Small businesses face a flurry of obstacles these days. You have to locate and retain the right employees, navigate your company’s growth or reductions, and find the right resources and time. These areas are important for your business, and lacking in any of them can significantly threaten your revenue and operations.
However, none of these compare to the palpable threat of checks. A seemingly innocuous slip of paper that is the biggest menace to your operations.
Checks are the Problem
Most businesses rely on checks to pay vendors, bills, contractors, and more. They can be omnipresent in financial operations. We get it! You love checks. They’re customizable with pictures of Aruba and your cat “Kenneth.” But consider this:
According to the 2015 Payments Fraud and Control Survey conducted by the Association for Financial Professionals, “checks remain the most-often targeted payment method by those committing fraud attacks. Check fraud also accounts for the largest dollar amount of financial loss due to fraud.”
You’ll have to put Kenneth on your next throw pillow.
There are countless ways to commit check-related frauds. Forgers can steal blank checks and take an impromptu trip to Neiman Marcus. Counterfeiters can gain access to your bank account and routing numbers and create checks with your information. Checks can be altered to look blank by soaking them in chemicals to “scrub” off the writing that makes them legitimate. And don’t even get us started on ACH fraud. A thief gains your important information and makes online transactions using that information. All of those late night ShamWow purchases? That wasn’t insomnia, that was Jennifer from Milwaukie.
But my account is closed, that can’t possibly happen to me! You might think that, but fraudsters are elaborate when it comes to check-related crimes. Ever heard of paperhanging? It’s the process of a person continuously writing checks on an account that is closed. A personal favorite of fraudsters and a living nightmare for you.
The repercussion of check fraud is harsh – you can lose substantial amounts of money needed to run your business, plus it consumes your already limited time. It’s much more complicated than a false credit card transaction. And coordinating with the bank to recoup your money is tedious since that money has already been used on a Milwaukie ShamWow.
Inviting Check Fraud: External and Internal Circumstances
Threat #1: Mailing checks. A process so common that you might not think twice about it. But each time you drop a check in the mail, you lose control over who can access your critical banking information. That envelope – with the check – can be lost, stolen or ripped – exposing all the information a thief needs to defraud your business.
Threat #2: Handing checks over for payment. Again, all of your critical information is now in the hands of a third party which may have dishonest intentions or leave your check vulnerable to theft. For example, is this third-party securing your check? Are they taking it immediately to the bank? Will they leave it in their car? Will they hand the check over to someone else for a bank drop? More eyes on your banking information = increased potential for fraud.

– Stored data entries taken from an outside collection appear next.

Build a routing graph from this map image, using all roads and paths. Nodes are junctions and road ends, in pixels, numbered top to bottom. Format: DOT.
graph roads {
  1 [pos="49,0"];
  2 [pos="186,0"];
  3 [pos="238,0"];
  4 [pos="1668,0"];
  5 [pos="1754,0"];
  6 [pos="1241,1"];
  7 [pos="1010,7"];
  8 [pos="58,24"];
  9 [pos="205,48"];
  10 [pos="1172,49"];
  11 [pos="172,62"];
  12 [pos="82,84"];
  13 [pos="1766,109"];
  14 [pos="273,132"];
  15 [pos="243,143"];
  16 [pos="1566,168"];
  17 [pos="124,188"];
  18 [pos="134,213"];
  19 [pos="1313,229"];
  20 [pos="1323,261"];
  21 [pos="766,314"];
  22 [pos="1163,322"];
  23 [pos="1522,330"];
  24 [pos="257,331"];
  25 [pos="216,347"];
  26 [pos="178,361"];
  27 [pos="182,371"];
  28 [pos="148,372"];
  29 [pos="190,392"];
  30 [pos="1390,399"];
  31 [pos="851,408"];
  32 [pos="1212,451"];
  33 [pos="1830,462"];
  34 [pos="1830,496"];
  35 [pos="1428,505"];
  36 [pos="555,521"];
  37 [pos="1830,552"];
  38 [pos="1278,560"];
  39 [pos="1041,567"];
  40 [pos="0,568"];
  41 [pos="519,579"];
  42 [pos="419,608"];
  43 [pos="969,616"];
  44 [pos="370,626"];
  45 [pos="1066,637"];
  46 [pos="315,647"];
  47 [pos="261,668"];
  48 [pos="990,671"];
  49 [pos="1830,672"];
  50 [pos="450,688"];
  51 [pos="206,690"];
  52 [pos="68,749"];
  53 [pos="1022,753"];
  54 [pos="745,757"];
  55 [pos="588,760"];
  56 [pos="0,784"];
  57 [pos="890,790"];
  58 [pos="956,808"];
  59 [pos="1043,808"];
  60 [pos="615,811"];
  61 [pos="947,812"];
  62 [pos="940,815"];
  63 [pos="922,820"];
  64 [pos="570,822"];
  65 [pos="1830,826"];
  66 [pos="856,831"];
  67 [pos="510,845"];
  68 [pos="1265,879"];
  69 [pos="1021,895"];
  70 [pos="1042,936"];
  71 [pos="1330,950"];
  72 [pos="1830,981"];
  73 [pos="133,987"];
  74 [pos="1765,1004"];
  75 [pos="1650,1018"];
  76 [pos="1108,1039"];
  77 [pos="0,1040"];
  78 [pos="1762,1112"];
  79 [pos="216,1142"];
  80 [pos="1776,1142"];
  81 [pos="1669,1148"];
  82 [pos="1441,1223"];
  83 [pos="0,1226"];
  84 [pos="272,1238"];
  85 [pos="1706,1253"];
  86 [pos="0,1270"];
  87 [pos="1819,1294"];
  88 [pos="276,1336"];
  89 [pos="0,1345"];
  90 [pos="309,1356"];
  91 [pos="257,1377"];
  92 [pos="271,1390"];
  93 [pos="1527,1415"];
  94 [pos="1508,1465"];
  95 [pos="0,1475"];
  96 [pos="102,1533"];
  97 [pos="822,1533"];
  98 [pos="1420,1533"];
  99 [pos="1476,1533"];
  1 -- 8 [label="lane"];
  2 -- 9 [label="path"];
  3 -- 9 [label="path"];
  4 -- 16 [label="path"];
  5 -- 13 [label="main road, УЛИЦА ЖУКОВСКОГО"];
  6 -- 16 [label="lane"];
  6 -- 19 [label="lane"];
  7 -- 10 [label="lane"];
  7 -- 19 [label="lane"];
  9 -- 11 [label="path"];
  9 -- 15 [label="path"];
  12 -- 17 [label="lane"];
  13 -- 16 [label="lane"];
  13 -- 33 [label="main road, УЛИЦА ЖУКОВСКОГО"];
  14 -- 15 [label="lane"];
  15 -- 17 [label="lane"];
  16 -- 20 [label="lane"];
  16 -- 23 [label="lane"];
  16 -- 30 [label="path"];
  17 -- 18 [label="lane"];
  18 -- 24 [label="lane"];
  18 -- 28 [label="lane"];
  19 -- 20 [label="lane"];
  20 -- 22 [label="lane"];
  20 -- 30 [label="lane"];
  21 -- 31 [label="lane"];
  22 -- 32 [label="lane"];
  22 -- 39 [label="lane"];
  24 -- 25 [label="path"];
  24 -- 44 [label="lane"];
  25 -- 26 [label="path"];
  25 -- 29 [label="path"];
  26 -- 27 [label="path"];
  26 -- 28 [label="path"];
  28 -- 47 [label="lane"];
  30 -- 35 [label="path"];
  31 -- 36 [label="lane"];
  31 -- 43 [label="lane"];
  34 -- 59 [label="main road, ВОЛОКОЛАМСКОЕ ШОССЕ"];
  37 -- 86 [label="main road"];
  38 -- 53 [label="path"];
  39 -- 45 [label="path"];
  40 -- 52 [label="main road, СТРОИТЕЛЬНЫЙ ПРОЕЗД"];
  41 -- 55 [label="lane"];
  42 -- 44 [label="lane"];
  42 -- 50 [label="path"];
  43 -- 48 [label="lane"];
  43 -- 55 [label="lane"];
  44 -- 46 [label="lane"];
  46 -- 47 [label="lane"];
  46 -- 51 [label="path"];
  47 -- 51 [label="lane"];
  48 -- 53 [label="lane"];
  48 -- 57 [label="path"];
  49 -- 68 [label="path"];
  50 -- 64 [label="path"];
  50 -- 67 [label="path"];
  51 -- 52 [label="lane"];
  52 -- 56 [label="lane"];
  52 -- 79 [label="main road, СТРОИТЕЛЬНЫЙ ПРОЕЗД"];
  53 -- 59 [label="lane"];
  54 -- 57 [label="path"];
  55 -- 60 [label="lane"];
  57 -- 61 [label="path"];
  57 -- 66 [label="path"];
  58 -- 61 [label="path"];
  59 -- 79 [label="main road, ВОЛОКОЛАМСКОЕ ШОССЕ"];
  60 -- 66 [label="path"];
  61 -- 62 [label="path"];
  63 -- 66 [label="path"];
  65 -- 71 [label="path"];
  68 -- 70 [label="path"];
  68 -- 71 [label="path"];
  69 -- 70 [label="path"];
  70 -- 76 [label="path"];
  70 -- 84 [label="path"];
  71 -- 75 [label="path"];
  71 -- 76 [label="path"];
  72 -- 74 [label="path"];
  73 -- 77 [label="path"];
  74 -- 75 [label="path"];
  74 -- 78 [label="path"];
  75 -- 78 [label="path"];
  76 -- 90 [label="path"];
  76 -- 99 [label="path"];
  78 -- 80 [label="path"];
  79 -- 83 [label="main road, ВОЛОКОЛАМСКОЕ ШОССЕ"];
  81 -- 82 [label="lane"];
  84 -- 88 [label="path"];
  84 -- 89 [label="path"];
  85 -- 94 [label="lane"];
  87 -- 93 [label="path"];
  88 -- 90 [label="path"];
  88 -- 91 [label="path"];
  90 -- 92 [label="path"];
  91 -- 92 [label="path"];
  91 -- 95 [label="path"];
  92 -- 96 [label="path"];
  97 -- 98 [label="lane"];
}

Threat #3: Check fraud within your business. That lovely book of blank checks is sweet temptation for a burgeoning fraudster. Even under lock and key it can be accessible to those bent on committing fraud. Convenience is key, and it can be relatively easy to steal some or all of those checks for illegal purposes. A morally skewed employee would most likely have a decent window of time to perpetrate a significant amount of damage before getting caught.
How to Protect Your Business
Ditch paper checks. Seriously. Although no form of payment is 100% immune from fraud, online payment solutions like those offered by Bill.com provide a high level of protection for your payment information.
Second, use positive pay. This process takes note of what is cleared for payment on a daily basis. Any unauthorized charges that come through are not paid, but run by the business for review.
Finally, if you insist on keeping paper checks, create strict rules and processes around who can access the checks, who will review them, who will sign them, how they are stored and more.
Take the time to re-evaluate your payment processes and eliminate paper checks. A small step now can protect your business in a significant way later down the road.